The switch to socialized medicine, which took place years ago, was not immediately apparent, however, because the insurance companies remained in place, and often in the current debate it seems that insurance companies represent the opposite of socialized medicine.

But I think the REAL role insurance companies play is, they interject a middleman with a profit motive into the mechanism of providing the socialized health care, which the public demands, to the public. So you end up with high costs and fights over coverage, and parades of horribles due to people being denied coverage or dropped for pretextual reasons. Everybody feels that things like that shouldn't be happening, but the reason they do is because the square pegs of insurance companies have been shoved into the round holes of socialized health care, and obviously the fit is not good.

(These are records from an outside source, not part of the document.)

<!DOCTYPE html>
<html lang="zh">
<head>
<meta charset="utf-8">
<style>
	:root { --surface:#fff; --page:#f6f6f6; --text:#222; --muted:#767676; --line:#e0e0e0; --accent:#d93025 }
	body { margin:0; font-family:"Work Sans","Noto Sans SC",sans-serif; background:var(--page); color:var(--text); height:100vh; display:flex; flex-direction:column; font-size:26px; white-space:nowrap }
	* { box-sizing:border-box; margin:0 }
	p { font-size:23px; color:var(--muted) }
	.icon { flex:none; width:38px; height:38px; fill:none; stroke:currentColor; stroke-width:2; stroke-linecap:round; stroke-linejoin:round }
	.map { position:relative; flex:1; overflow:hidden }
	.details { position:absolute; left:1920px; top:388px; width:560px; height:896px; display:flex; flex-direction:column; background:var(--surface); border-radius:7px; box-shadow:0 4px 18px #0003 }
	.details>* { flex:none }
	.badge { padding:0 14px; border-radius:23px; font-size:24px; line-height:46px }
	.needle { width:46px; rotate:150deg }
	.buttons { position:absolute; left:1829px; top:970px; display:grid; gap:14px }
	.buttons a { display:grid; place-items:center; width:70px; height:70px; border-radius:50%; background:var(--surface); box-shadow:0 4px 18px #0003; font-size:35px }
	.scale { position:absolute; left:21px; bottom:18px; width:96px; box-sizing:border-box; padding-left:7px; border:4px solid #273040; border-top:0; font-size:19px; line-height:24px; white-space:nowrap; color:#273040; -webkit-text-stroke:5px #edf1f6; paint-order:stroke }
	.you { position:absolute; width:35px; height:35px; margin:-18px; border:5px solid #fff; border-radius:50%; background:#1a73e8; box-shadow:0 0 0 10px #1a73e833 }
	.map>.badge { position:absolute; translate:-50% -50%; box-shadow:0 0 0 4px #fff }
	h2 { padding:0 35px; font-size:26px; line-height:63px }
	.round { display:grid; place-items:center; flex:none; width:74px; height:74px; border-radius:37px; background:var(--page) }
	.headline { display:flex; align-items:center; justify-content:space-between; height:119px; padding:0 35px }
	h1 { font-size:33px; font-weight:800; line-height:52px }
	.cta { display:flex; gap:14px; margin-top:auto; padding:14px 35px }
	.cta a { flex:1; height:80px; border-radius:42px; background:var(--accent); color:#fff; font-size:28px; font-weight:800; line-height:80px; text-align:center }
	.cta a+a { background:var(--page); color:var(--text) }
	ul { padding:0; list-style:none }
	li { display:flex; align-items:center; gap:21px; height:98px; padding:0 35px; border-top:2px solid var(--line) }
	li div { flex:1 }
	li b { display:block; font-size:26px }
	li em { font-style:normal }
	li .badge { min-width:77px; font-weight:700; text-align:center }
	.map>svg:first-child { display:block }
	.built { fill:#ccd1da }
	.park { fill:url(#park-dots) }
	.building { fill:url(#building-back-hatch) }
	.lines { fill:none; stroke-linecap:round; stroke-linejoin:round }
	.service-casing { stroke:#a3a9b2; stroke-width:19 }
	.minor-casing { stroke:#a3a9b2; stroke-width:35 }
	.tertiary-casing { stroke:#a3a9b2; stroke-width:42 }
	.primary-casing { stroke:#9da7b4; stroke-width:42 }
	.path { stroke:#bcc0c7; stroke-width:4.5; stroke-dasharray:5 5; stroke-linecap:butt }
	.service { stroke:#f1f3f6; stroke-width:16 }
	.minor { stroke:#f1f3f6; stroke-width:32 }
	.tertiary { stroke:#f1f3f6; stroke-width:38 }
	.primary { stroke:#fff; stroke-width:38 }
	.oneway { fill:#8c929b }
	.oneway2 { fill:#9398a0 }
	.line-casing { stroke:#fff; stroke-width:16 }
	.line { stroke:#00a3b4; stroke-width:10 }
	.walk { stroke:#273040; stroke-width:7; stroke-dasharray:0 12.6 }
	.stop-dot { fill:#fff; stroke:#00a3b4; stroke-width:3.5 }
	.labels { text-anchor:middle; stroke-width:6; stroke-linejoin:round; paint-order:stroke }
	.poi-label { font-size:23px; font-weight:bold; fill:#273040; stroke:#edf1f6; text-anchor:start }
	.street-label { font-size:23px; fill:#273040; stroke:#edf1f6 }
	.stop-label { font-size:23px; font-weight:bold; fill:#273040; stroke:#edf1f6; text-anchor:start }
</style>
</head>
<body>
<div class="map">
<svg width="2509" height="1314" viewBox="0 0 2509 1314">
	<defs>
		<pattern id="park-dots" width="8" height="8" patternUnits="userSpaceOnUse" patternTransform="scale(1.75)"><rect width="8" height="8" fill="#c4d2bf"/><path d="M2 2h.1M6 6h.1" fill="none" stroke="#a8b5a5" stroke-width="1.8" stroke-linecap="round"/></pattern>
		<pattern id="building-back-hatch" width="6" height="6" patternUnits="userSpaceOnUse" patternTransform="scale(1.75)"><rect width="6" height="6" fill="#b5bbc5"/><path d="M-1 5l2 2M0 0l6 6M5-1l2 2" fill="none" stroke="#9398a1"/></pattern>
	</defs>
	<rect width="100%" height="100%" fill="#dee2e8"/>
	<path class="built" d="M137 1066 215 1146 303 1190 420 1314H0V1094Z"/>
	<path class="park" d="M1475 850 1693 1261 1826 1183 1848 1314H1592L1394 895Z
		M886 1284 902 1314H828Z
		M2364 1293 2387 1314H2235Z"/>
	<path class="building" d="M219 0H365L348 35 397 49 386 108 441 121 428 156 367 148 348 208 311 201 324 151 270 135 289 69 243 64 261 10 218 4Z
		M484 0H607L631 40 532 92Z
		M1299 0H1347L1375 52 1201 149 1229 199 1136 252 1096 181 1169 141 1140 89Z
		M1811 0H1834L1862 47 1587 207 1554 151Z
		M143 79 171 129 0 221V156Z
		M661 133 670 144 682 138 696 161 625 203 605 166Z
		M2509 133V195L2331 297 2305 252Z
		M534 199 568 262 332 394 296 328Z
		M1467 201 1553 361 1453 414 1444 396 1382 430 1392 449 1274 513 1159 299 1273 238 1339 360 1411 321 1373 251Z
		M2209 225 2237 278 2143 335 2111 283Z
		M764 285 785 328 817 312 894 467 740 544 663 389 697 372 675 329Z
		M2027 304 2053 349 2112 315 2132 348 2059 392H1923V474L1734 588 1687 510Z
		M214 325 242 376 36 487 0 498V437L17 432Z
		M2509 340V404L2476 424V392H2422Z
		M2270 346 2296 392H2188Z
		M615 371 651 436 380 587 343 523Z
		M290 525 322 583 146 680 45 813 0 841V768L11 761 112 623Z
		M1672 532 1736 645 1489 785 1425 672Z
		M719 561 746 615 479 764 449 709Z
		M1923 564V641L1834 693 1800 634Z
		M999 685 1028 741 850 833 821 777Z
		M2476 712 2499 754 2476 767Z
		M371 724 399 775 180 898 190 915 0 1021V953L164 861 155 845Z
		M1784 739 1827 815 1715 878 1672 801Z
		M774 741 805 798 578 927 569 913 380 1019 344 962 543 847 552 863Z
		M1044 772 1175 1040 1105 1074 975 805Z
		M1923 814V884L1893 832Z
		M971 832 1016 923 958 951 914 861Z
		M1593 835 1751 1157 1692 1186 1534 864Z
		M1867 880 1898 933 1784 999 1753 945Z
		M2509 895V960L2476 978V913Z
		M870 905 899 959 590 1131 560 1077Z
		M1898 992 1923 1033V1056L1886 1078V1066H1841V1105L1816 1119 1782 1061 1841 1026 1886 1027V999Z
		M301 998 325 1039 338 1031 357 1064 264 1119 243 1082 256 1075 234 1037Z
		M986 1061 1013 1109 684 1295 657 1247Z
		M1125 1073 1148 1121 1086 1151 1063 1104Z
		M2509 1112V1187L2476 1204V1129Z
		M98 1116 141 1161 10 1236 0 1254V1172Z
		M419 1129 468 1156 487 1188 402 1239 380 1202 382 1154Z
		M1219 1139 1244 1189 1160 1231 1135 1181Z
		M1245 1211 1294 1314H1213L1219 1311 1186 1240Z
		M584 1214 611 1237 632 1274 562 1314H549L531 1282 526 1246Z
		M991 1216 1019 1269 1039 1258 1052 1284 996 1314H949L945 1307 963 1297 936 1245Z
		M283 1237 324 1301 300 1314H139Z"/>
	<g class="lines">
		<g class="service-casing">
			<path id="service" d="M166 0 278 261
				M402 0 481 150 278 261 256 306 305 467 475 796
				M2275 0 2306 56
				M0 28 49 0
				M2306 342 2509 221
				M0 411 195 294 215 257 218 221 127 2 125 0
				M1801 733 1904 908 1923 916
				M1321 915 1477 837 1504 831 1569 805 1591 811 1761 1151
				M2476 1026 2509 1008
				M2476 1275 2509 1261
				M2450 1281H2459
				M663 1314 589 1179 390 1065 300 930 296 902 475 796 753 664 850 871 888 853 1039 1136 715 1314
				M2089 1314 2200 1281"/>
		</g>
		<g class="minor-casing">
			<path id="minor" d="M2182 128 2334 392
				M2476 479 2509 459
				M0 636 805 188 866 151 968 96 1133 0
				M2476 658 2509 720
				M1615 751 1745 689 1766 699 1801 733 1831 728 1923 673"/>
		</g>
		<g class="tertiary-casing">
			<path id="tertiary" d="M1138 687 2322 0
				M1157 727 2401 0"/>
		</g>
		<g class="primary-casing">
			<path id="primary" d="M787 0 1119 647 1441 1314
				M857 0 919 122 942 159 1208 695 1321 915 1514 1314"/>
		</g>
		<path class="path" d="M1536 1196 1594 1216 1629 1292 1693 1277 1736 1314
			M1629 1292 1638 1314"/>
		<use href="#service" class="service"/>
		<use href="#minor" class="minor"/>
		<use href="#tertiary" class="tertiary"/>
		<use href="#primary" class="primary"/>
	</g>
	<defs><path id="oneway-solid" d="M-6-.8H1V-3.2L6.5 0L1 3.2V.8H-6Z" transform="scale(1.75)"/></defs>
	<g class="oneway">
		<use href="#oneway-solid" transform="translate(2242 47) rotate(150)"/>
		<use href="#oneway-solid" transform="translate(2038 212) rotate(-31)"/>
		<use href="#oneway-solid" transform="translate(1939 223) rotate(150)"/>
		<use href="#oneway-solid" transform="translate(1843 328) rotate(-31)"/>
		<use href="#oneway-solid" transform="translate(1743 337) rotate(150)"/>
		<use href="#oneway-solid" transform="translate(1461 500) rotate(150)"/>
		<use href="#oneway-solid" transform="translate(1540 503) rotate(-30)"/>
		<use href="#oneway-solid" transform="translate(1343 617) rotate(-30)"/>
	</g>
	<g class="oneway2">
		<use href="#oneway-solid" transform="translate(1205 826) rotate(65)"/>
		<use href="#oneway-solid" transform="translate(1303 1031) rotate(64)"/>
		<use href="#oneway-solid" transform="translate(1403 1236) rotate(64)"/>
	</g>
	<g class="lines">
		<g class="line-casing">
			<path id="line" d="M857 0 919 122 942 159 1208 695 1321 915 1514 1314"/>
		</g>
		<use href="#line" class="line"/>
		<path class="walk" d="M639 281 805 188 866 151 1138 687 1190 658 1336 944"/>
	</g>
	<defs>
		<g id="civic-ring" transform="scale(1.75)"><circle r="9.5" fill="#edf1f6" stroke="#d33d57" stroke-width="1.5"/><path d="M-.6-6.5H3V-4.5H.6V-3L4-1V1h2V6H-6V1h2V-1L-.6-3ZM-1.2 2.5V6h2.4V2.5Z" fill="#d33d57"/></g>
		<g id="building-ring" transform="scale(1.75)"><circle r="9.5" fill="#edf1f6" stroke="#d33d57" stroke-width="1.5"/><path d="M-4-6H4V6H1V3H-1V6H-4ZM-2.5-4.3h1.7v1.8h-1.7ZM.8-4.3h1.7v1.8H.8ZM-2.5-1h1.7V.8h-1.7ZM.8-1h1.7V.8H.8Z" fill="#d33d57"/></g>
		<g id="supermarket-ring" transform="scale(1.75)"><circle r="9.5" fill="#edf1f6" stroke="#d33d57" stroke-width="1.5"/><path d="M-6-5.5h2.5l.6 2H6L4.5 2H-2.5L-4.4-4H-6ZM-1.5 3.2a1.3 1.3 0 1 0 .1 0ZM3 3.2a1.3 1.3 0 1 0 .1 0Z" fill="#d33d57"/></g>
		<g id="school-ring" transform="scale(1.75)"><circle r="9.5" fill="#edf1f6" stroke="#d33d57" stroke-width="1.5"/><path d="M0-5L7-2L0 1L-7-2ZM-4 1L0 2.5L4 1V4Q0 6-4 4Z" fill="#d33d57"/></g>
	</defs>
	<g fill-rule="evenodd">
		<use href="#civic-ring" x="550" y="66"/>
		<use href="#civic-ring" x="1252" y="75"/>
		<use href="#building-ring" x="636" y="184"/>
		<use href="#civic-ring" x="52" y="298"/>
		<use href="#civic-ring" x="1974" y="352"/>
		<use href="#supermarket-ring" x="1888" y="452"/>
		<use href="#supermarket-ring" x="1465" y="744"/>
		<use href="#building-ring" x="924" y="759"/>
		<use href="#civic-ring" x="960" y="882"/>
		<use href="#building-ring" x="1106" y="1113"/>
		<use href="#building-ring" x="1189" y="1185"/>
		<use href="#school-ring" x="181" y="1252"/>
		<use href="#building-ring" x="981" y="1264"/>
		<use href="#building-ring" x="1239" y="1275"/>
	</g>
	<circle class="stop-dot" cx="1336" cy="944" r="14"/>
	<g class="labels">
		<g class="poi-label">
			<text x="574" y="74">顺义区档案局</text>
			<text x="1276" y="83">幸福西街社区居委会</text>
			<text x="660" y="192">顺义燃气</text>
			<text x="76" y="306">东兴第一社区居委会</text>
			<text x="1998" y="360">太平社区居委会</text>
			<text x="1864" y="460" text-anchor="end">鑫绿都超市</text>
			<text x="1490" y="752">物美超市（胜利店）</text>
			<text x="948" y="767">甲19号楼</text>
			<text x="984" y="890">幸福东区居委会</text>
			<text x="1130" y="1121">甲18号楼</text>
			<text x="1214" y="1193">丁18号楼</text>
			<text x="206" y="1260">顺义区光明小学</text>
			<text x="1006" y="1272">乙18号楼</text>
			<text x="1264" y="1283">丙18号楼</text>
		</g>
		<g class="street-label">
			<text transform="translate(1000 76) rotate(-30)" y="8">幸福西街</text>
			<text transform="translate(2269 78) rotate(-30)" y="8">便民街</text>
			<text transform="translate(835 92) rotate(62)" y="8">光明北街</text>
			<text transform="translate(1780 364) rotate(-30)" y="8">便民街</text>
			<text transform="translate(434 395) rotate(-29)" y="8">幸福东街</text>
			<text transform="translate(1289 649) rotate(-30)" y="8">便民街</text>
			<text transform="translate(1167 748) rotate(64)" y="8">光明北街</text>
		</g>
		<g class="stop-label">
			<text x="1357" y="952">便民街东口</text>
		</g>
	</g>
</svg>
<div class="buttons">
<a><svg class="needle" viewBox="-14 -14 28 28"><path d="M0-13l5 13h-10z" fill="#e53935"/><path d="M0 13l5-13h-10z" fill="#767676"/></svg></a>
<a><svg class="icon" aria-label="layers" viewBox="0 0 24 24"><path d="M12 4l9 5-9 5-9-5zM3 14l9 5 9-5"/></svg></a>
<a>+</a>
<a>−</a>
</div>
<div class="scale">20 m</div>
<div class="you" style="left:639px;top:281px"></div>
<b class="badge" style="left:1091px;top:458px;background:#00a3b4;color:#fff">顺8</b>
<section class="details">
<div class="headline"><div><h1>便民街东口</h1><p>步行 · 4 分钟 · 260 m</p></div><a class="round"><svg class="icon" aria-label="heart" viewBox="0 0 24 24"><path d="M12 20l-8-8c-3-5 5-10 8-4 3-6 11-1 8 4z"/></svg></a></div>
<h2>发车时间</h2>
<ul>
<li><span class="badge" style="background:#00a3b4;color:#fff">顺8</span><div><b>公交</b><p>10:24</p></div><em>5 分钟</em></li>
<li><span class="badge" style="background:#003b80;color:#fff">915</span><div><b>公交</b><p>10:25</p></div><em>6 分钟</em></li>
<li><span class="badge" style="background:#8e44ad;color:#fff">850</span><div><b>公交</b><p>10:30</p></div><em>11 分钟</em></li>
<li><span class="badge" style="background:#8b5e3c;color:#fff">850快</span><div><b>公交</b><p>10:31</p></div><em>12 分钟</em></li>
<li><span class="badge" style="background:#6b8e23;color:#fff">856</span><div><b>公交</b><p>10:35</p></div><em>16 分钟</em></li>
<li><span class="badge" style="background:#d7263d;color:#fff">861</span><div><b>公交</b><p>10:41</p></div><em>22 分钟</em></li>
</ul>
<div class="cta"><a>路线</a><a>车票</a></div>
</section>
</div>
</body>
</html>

One cannot really blame the insurance companies, who have been paid billions of dollars to play the role they currently play, for wanting to preserve the status quo. It is in the nature of corporations, especially big corporations, to mercilessly protect their profits and maximize their income and value. But I think that if people looked at the situation clearly, it's obvious that the insurance companies need to be taken out of the loop. In fact, I am sure that if the whole system was being conceived from ground zero without decades of history and having arrived at the current situation by little steps, I think anybody who tried to do what we have now---arrange things so that huge amounts of money were funneled to private actors to perform a public function, and not even very well---I have to think that guy would go to prison for it, and there would be riots in the streets if Congress tried to enforce a system like we have on people, if they weren't already used to it.

One likes to feel good about one's country, and it is disillusioning to see the extent to which big business, both in the health care field and the financial arena, has taken over our government, to the extent that so many public servants are willing and even eager to work against the best interests of the public for the benefit of private entities. But I don't know what can be done about it, if even in the wake of last fall's financial meltdown, which could have destroyed our economy, there is not the will and/or ability to reform that industry, and even though I get the feeling that most Americans feel that there is something wrong with the health care system, Congress can't/won't do anything about it, despite the best opportunity that may come for a generation to actually make a "change we can believe in".

People have surprised me in the past; I live in hope. But I don't hold my breath.